In the New York Post today, it was reported that the city of New York “created or saved 27,218 of the 599,108 jobs the White House reported generating nationally in the final three months of 2009 as a result of federal stimulus funds pumped into the crippled economy.” The paper says most of the $5.85 billion allocated to NYC went to schools ($2bn); Medicaid ($1.6bn); other health and social-service needs ($963m); and infrastructure ($899m). Some of the jobs “created,” says the Post were part-timers in the city’s “summer youth employment program.” Actually the 19,518 part-timers jobs created equal 2,882 “full-time” jobs. I don't know. That description doens't impress me; it doesn't sound like the money spent will create sustainable jobs for the long haul.

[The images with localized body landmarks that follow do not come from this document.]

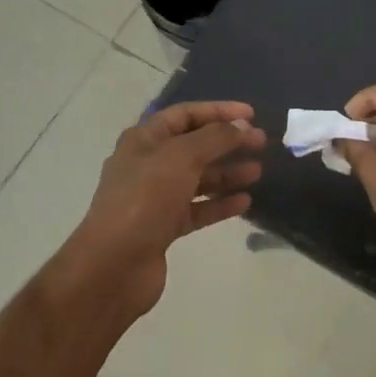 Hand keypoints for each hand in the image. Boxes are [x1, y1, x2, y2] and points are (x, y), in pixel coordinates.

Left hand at [59, 100, 265, 320]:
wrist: (114, 265)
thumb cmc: (145, 198)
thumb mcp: (182, 157)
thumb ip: (215, 138)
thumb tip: (242, 126)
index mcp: (144, 140)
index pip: (185, 114)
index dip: (218, 111)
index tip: (251, 114)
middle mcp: (148, 164)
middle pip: (194, 146)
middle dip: (227, 142)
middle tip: (261, 143)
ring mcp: (155, 197)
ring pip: (198, 178)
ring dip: (227, 173)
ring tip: (257, 172)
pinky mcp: (164, 227)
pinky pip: (197, 208)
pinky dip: (219, 203)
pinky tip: (244, 202)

Why not keep the money in the private economy and let it get allocated to where people think it should go to best suit their own needs and goals? After all, tax cuts are a proven way to stimulate the economy (it's the other way besides government spending to increase aggregate demand.) The U.S. has one of the highest corporate tax rates (at 35 percent) in the world. Why not slash that rate permanently (since temporary tax breaks don’t really inspire investment, mostly just hoarding since the tax will just come back)? That would be one way to immediately inject money into the economy.
By the way, on January 22, David Rosenberg, the chief economist and strategist for Toronto-based Gluskin Sheff, wrote this about health care reform: “Just as the focus on health-care reform (as laudable a goal as that is) ended up freezing activity in the small business sector, which represent two-thirds of the employment pie, creating a heightened sense of uncertainty in the financial space, which at this time, is only going to stand further in the way of creating jobs. . . . Bashing the banks at this time is not very likely going to do much except perpetuate this very high level of uncertainty in the business sector and post another roadblock on the way to better times in the labor market.” Rosenberg noted that hiring to staff the coming census, while coming at a good time, “are hardly full-time positions and not exactly part of any long-term strategy to stimulate employment and retool the swelling ranks of the unemployed.”
I recommend Amity Shlaes new book, The Forgotten Man, for more on how uncertainty caused by FDR's government programs, taxes and regulation dampen economic activity during the Depression.